---------- Data ----------
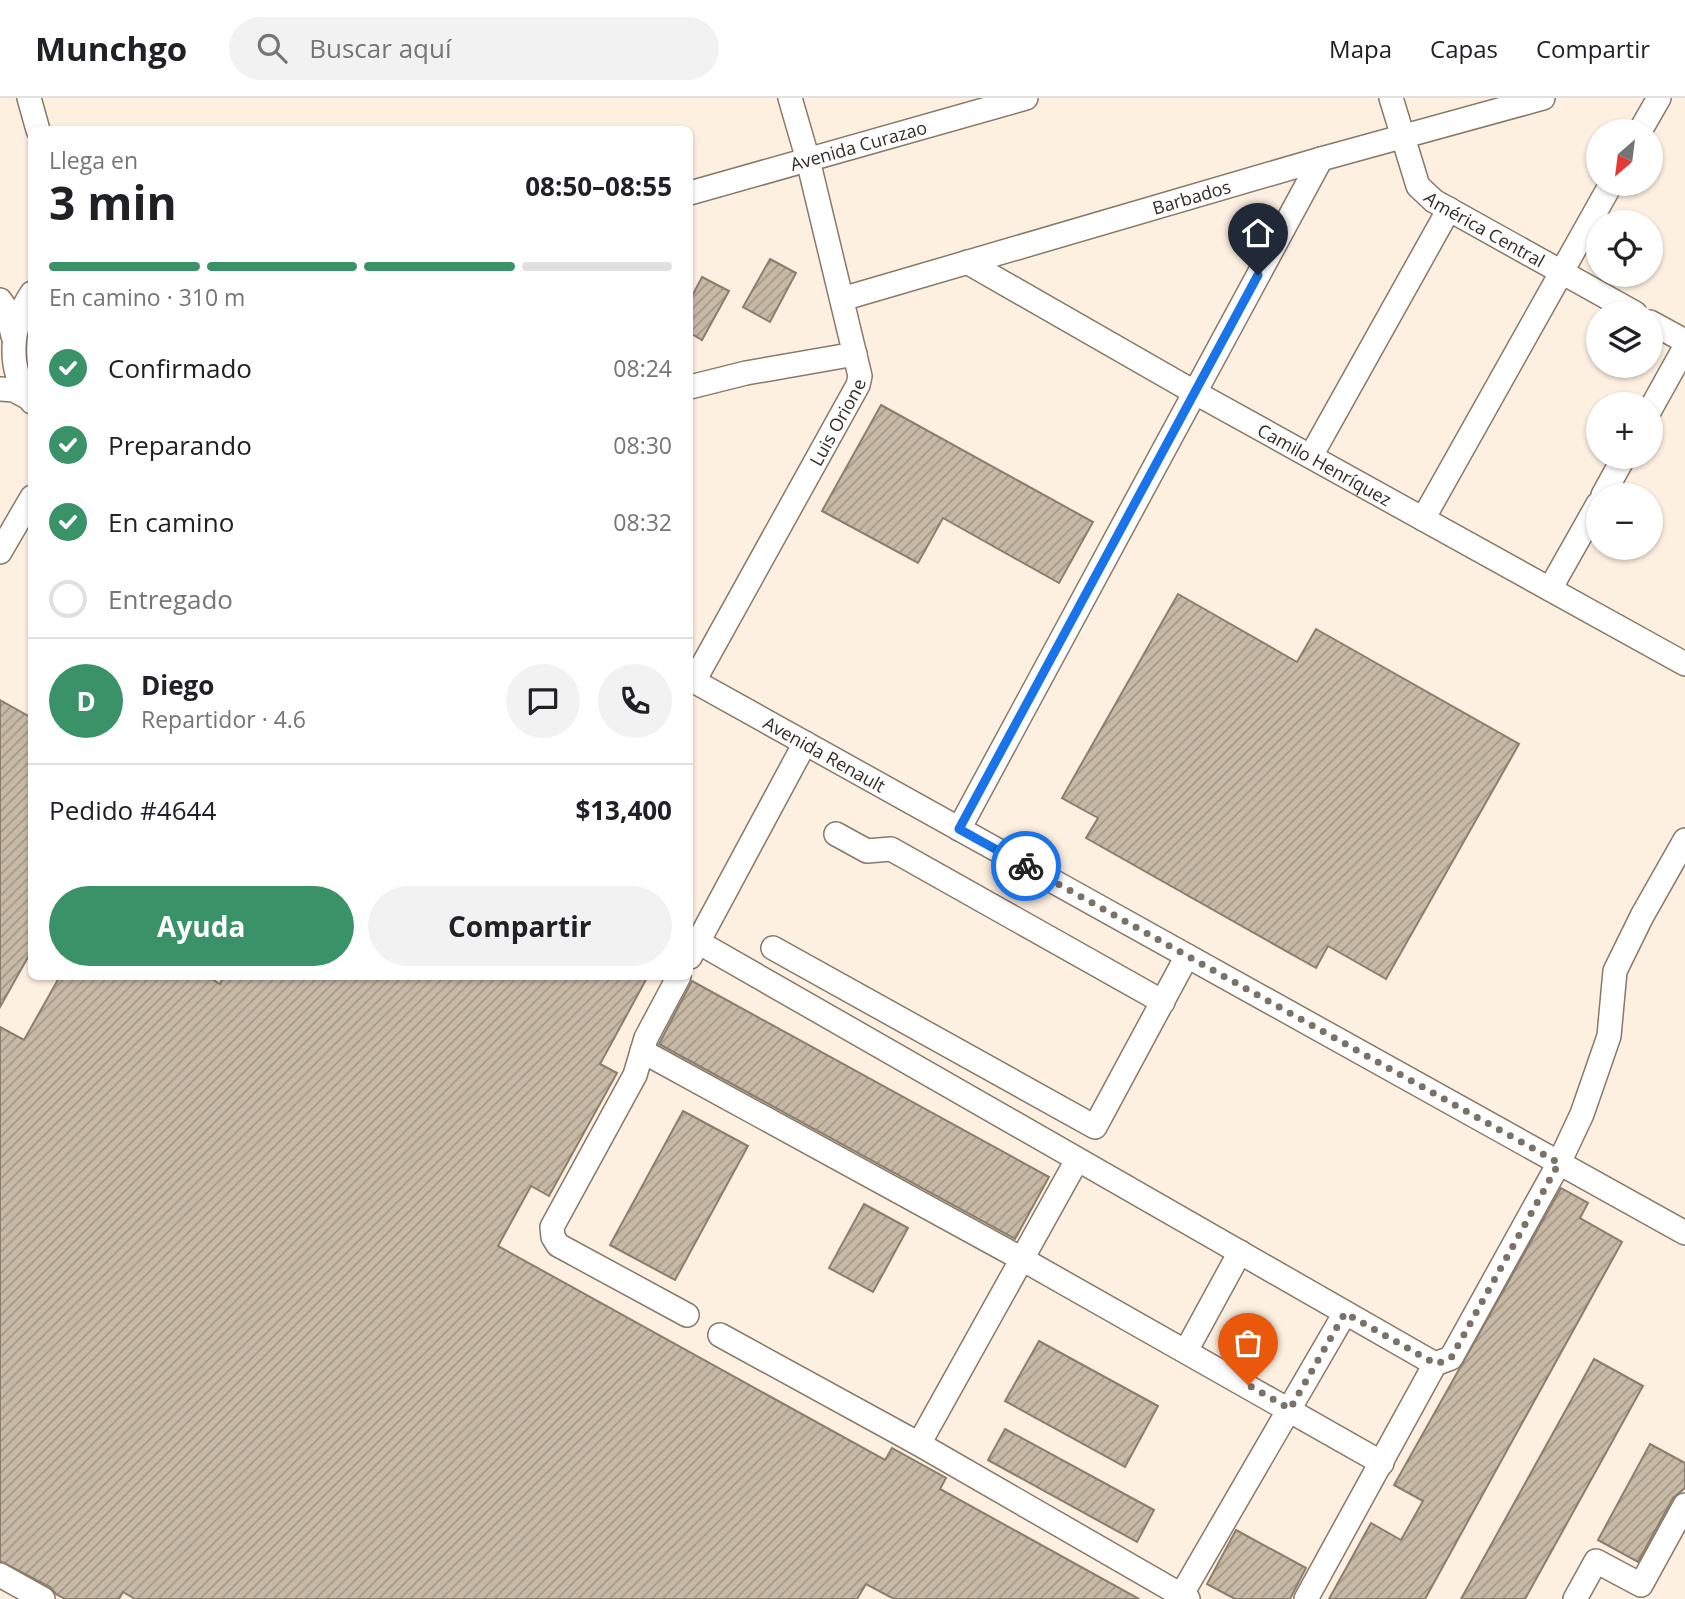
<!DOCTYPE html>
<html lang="es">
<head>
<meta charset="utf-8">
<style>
  body { margin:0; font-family:"Open Sans",sans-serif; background:#f2f2f2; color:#202124; height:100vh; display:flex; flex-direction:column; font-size:26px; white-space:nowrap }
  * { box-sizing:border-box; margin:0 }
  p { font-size:23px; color:#757577 }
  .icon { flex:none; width:38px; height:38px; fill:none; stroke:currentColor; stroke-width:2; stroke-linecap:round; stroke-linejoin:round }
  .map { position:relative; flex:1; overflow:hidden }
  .sheet { position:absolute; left:28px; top:28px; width:665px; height:854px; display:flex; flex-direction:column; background:#fff; border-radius:10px; box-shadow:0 2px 5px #0004 }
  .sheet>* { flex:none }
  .needle { width:46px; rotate:208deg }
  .tools { position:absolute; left:1586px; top:21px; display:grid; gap:14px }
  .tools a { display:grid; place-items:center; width:77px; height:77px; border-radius:50%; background:#fff; box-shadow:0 2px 5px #0004; font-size:35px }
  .pin { position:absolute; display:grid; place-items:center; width:60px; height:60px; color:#fff; margin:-72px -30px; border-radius:50% 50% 50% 0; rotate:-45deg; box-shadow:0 0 7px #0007 }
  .pin .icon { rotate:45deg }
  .courier { position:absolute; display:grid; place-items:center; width:70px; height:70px; margin:-35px; border:5px solid #1a73e8; border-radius:50%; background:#fff; color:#222; box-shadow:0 2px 9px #0007 }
  .summary em { font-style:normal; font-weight:700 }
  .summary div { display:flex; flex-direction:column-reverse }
  .summary { display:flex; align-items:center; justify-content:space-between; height:119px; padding:0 21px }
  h1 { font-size:46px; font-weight:700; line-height:52px }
  .bar { display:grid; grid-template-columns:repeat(4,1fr); gap:10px 7px; align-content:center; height:84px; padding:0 21px }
  .bar i { height:9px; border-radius:5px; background:#e0e0e0 }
  .bar .active { background:#3a9368 }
  .bar p { grid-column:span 4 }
  .line { display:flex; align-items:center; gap:18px; padding:0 21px; border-top:2px solid #e0e0e0 }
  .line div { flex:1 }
  .round { display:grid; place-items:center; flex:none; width:74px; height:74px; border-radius:37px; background:#f2f2f2 }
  ol { padding:0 21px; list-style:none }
  li { display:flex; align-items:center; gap:21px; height:77px }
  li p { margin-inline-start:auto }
  li .icon { padding:7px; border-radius:50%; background:#3a9368; color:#fff; stroke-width:4 }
  li:last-child { color:#757577 }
  li i { width:38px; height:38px; border:4px solid #e0e0e0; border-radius:50% }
  .primary-button { display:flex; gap:14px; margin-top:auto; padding:14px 21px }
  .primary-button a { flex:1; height:80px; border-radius:42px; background:#3a9368; color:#fff; font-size:28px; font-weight:700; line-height:80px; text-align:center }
  .primary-button a+a { background:#f2f2f2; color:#202124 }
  header { display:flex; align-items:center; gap:42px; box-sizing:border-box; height:98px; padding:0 35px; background:#fff; border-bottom:2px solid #e0e0e0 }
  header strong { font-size:33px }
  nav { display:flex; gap:38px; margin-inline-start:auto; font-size:24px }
  .search { width:490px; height:63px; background:#f2f2f2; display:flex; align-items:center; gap:18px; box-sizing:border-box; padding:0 24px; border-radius:38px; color:#757577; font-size:26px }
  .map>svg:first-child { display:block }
</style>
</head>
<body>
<header>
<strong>Munchgo</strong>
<div class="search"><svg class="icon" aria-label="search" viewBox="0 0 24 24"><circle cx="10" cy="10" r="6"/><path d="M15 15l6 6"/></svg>Buscar aquí</div>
<nav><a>Mapa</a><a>Capas</a><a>Compartir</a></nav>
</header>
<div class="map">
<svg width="1685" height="1501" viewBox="0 0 1685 1501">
  <defs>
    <pattern id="building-hatch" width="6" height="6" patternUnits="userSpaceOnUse" patternTransform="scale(1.75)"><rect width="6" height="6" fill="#c8b9a6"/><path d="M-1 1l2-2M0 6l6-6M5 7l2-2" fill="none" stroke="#a39787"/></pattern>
  </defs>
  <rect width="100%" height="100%" fill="#fdf0e1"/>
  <path fill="url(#building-hatch)" stroke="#8c7e6c" stroke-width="2" d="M770,161L796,175L770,224L743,209Z
    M702,179L729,193L702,242L690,235V202Z
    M881,307L1093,424L1059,485L943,420L918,465L822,413Z
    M1178,496L1297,564L1316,531L1519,646L1386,881L1328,848L1316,870L1086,740L1098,720L1062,700Z
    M0,602L32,620V852L0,909Z
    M60,878H207L220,886L224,878H648L600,966L617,975L549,1098L531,1088L498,1148L885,1362L892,1350L946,1380L940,1391L1139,1501H894L866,1486L857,1501H135L123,1494L119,1501H65L56,1496L50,1489L0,1463V929L24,942Z
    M692,883L1049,1079L1015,1141L659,946Z
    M683,1013L748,1048L675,1182L610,1147Z
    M1561,1090L1588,1105L1580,1120L1622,1144L1425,1501H1329L1371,1425L1401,1442L1423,1403L1394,1387Z
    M864,1106L908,1130L873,1194L829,1170Z
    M1039,1243L1158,1308L1125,1369L1005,1303Z
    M1594,1261L1643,1288L1525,1501H1461Z
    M1005,1331L1154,1412L1137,1444L988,1362Z
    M1650,1346L1685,1365V1390L1673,1400L1638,1464L1598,1442Z
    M1236,1432L1306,1470L1290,1501H1235L1207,1486Z"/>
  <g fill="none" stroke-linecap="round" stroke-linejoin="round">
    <defs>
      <g id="minor">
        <path d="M29,0L38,32"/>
        <path id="s1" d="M1391,0L1418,88L1434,103L1635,215"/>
        <path d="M1640,33L1659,0"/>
        <path id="s2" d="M690,95L1026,0"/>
        <path id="s3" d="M967,164L1194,294L1685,566"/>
        <path d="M32,195C10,228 6,272 32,304"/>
        <path id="s4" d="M842,201L1321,61L1543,0"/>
        <path d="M0,202L7,212L13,238"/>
        <path d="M1650,224L1685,243"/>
        <path d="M690,289L746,275L855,256"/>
        <path d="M0,291L14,292L27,299"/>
        <path d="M1650,312L1685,249"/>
        <path d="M1311,358L1449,111"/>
        <path d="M1603,397L1624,359"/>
        <path d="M1423,421L1611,86"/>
        <path d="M0,454L32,399"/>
        <path d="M1550,491L1598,406"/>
        <path id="s5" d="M690,581L1685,1135"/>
        <path id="s6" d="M694,583L858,287L860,278L808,62L790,0"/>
        <path d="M959,731L1321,61"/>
        <path d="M836,736L867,753L891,751L1163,904"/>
        <path d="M698,844L1435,1266"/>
        <path d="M773,850L1095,1029L1187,858"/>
        <path d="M690,859L805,645"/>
        <path d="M679,878L646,940L635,977L552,1129L553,1139L558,1147L687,1217"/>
        <path d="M642,953L1022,1161L1382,1365"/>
        <path d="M720,1237L919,1346L1188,1501"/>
        <path d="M1186,1253L1240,1154"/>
        <path d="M919,1346L1077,1062"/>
        <path d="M0,1477L43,1501"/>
        <path d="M1179,1501L1345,1215"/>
        <path d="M1306,1501L1435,1266L1451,1260L1559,1065L1582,1016L1609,938L1615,873L1642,818L1685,742"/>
        <path d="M1575,1501L1596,1463L1641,1487L1685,1407"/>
      </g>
    </defs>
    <use href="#minor" stroke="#887968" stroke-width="26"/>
    <use href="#minor" stroke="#fff" stroke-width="23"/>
  </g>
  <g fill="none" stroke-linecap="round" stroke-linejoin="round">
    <path stroke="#7a7167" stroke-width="7" stroke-dasharray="0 12.6" d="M1026,768L1559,1065L1451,1260L1436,1266L1345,1215L1290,1311L1248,1287"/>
    <path stroke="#1a73e8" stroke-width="9" d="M1026,768L959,731L1258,177"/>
  </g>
  <g text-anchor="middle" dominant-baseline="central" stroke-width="5" stroke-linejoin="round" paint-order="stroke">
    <g font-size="18" fill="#332d25" stroke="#fdf0e1">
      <text stroke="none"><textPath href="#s2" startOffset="175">Avenida Curazao</textPath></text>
      <text stroke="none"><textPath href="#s4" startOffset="364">Barbados</textPath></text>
      <text stroke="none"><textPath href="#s1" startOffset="172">América Central</textPath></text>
      <text stroke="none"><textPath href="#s6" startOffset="296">Luis Orione</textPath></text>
      <text stroke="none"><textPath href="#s3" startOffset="411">Camilo Henríquez</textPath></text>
      <text stroke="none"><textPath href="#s5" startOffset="154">Avenida Renault</textPath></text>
    </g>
  </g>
</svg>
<div class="tools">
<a><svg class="needle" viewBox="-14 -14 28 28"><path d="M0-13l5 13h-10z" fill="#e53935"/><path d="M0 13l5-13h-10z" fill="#757577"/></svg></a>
<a><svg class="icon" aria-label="locate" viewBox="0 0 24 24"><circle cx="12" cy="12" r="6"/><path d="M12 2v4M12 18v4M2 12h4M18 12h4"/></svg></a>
<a><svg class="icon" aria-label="layers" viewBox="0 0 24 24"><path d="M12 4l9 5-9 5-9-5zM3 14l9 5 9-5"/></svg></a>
<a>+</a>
<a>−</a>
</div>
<div class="pin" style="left:1248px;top:1287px;background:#ea580c"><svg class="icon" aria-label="bag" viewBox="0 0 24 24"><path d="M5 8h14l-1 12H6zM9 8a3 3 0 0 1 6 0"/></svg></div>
<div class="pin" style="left:1258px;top:177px;background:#1f2937"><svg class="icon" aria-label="home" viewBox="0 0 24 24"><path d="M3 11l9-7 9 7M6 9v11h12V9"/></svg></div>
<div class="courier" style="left:1026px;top:768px"><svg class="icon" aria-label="bike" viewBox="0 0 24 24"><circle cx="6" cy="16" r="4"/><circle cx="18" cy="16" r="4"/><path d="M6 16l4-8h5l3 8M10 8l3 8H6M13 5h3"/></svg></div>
<section class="sheet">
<div class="summary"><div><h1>3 min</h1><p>Llega en</p></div><em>08:50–08:55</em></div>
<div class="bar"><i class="active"></i><i class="active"></i><i class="active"></i><i></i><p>En camino · 310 m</p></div>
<ol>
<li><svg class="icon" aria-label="check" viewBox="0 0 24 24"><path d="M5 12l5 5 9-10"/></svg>Confirmado<p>08:24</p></li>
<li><svg class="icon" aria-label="check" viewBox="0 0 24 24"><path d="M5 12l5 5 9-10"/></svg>Preparando<p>08:30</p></li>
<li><svg class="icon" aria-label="check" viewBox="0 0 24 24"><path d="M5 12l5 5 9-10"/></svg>En camino<p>08:32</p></li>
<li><i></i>Entregado</li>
</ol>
<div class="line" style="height:126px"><b class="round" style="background:#3a9368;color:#fff">D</b><div><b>Diego</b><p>Repartidor · 4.6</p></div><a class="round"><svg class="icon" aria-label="chat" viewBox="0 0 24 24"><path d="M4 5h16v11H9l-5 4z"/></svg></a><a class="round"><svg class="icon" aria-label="phone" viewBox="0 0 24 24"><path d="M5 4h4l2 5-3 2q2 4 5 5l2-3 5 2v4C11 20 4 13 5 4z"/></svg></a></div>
<div class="line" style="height:91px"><div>Pedido #4644</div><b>$13,400</b></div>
<div class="primary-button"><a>Ayuda</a><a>Compartir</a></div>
</section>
</div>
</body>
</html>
----------
### Exercise objective
Return word for word the lines from the beginning of the entries through the line that contains "position:relative; flex:1; overflow:hidden", both ends included, but no pictures.

### Exercise output
<!DOCTYPE html>
<html lang="es">
<head>
<meta charset="utf-8">
<style>
  body { margin:0; font-family:"Open Sans",sans-serif; background:#f2f2f2; color:#202124; height:100vh; display:flex; flex-direction:column; font-size:26px; white-space:nowrap }
  * { box-sizing:border-box; margin:0 }
  p { font-size:23px; color:#757577 }
  .icon { flex:none; width:38px; height:38px; fill:none; stroke:currentColor; stroke-width:2; stroke-linecap:round; stroke-linejoin:round }
  .map { position:relative; flex:1; overflow:hidden }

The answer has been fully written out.